Posted by: McQ on Monday, October 06, 2008

The Heritage Foundation's "Morning Bell" points me to something Sebastian Mallaby said today in the WaPo:
[B]laming deregulation for the financial mess is misguided. But it is dangerous, too, because one of the big challenges for the next president will be to defend markets against the inevitable backlash that follows this crisis. Even before finance went haywire, the Doha trade negotiations had collapsed; wage stagnation for middle-class Americans had raised legitimate questions about whom the market system served; and the food-price spike had driven many emerging economies to give up on global agricultural markets as a source of food security. Coming on top of all these challenges, the financial turmoil is bound to intensify skepticism about markets. Framing the mess as the product of deregulation will make the backlash nastier.
You had better believe that the intended "bad guy" in government is going to be "deregulation" and thereby the Republicans. And given the probable outcome of the election, free markets will have no champion in the Oval office. The external "bad guy" has already been established - Wall Street (while Freddie and Fanny keep a low profile).

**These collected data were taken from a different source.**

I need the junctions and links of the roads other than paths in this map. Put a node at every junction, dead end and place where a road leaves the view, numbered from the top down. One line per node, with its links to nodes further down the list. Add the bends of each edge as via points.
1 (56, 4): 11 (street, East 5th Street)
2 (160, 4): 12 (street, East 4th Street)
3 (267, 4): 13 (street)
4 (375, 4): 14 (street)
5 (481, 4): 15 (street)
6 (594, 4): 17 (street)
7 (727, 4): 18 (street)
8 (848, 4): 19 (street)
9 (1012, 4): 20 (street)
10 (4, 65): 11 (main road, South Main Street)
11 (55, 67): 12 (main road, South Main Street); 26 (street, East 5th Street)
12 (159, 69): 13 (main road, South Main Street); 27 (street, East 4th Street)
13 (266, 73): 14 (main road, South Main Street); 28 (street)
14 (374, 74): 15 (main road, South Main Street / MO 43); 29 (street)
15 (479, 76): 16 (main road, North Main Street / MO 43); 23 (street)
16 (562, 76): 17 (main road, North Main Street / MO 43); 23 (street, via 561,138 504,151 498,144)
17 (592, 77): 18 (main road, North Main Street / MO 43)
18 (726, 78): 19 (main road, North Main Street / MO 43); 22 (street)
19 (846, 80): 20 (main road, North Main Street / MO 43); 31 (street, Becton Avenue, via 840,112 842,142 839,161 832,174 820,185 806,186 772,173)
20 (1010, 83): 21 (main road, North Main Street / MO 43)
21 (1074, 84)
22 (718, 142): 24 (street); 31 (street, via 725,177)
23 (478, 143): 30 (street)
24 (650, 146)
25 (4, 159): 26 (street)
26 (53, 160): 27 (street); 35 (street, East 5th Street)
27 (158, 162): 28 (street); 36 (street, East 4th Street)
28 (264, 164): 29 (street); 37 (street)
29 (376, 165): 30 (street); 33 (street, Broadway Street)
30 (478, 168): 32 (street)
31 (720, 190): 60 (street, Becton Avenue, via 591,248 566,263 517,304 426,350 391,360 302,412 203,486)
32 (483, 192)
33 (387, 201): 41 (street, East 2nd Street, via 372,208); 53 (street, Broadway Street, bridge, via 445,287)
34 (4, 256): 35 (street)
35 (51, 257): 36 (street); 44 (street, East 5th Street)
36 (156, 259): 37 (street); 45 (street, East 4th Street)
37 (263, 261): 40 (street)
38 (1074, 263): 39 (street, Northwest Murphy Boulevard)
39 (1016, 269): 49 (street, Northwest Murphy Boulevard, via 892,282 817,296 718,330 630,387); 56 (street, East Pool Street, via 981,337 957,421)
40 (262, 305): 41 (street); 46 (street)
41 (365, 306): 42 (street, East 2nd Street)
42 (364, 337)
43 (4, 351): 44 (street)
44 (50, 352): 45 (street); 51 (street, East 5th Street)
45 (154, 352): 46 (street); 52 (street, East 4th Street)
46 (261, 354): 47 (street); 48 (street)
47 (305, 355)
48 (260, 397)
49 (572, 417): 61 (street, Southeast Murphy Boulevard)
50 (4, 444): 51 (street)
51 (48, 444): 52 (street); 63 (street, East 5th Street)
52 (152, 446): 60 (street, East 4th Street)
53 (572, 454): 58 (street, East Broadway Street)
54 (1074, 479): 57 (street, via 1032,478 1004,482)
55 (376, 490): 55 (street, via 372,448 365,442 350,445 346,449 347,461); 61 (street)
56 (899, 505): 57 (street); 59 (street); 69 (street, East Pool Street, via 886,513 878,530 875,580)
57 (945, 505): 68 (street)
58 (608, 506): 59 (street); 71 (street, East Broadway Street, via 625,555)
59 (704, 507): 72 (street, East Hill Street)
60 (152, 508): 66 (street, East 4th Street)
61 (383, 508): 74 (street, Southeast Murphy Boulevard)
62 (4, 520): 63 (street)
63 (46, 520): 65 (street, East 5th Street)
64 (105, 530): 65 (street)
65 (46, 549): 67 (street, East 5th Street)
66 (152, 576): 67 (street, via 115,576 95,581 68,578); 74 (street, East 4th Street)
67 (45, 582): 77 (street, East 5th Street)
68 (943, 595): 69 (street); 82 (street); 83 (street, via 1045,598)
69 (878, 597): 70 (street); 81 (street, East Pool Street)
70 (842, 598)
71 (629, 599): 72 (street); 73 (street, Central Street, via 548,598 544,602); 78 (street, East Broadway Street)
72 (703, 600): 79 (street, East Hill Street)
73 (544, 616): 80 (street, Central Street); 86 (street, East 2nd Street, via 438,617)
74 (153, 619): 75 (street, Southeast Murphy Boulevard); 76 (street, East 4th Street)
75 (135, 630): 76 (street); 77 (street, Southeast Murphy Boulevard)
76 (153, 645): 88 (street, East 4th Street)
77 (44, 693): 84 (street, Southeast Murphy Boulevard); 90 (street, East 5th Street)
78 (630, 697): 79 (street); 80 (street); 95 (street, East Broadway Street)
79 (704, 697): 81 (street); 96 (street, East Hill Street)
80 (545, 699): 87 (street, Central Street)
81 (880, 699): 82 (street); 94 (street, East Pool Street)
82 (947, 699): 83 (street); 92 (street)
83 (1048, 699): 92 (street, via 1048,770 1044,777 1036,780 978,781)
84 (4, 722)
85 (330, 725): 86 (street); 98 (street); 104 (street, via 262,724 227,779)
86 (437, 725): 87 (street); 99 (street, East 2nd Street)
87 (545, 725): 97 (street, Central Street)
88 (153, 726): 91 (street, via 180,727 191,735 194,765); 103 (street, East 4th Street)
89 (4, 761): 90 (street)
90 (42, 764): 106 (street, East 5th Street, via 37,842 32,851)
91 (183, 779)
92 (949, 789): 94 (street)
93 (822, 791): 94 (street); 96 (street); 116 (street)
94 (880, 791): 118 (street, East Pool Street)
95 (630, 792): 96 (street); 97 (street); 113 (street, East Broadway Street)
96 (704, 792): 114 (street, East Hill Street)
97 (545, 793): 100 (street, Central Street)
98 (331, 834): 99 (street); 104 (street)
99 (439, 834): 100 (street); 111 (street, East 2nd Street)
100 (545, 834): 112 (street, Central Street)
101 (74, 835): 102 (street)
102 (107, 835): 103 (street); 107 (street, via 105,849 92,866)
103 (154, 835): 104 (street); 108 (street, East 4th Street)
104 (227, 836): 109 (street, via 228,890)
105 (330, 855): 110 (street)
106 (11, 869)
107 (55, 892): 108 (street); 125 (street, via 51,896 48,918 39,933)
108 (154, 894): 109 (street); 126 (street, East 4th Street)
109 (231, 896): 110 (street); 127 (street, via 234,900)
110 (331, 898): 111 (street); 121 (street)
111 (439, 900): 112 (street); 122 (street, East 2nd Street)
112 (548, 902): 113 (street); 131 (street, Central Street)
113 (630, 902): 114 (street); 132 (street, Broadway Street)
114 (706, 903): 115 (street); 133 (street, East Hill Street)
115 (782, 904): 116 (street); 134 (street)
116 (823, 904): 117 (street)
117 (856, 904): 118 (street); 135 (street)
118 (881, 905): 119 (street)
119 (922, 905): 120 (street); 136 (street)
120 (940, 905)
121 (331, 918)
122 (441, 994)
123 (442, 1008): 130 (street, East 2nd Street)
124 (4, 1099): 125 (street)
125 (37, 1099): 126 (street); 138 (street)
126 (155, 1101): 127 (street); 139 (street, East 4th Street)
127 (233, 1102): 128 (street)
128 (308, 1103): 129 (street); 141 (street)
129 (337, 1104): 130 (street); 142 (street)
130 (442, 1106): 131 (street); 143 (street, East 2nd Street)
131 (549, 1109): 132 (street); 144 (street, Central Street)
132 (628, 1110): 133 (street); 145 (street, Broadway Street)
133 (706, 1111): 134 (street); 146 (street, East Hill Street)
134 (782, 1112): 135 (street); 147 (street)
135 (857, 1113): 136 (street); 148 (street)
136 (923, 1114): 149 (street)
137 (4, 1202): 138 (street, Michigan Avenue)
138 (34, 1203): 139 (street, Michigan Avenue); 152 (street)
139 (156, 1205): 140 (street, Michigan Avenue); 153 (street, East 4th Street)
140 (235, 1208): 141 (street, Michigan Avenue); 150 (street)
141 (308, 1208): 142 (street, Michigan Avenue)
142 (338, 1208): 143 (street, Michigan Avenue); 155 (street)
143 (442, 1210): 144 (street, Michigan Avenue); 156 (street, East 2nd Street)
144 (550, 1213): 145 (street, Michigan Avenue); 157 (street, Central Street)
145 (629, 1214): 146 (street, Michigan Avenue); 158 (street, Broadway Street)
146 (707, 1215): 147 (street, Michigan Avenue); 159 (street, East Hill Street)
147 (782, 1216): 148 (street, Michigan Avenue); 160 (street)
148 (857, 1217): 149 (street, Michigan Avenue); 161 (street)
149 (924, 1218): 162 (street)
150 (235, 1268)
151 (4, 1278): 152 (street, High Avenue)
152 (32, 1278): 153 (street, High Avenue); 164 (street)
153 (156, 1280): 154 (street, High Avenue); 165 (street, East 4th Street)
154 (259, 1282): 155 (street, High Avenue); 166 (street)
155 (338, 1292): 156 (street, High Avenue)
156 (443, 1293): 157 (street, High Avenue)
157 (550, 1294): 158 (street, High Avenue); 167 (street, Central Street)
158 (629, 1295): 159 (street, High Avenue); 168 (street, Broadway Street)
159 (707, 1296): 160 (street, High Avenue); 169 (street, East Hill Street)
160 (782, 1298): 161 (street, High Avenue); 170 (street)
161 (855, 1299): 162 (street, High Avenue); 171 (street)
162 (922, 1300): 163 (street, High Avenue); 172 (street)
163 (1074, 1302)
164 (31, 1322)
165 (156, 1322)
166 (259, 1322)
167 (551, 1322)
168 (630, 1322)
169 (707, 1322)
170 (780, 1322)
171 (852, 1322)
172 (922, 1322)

The internal "bad guy" has yet to be identified. But even Democrats understand that they can't side-step the fact that some of the responsibility for this has got to be pinned on government (since it is government on which most of the responsibility lies.). It is just a matter of picking the right victim (no pun intended).

So imagine the scenario - a Democratic House, a Democratic Senate and a Democratic president. Any chance the real reason for this debacle will ever see the light of day?

Of course not. So in anticipation, Mr. Investigations, Democrat Rep. Henry Waxman, has scheduled a whole month of investigations concerning the "financial meltdown". Any guess as to where they might be headed with this?

Well, let's see - on October 16, 2008 the topic is "The Regulation of Hedge Funds". That's when George Soros will tell Congress how he recommends they regulate Wall Street. On October 22, the topic will be "The Breakdown of Credit Rating Agencies". Obviously they need much stricter regulation, wouldn't you say? And finally, on October 23 - wait for it - "The Role of Federal Regulators" is the topic.

But as the Heritage Foundation and any number of others have pointed out, the failure here wasn't deregulation at all. And the claim that Republicans have led the charge to deregulate over the past few years simply doesn't hold water either.

I certainly wish it did, but as with much this administration has done, they instead tried to out-Democrat the Democrats:
First of all, by every quantifiable measure, regulation has increased under President Bush:

* Money spent by federal regulatory agencies is up to $44.9 billion in 2007 from $27 billion in 2001, a 44% increase.

* Total people employed by federal regulatory agencies is up to 244,000 in 2007 from 172,000 in 2001, a 41% increase.

* Total number of pages in the Code of Federal Regulations is up more than 4,500 pages since Bush took office.

* Cost imposed on Americans is more than $28 billion in new regulations since Bush took office.

In total, the federal government imposes a nearly $1.1 trillion regulatory burden on the American people every year. Many of these regulations are justified. Providing transparency and creating information are value-added government functions. Regulation is not per se inconsistent with market principles. Some reinforce property rights and market mechanisms.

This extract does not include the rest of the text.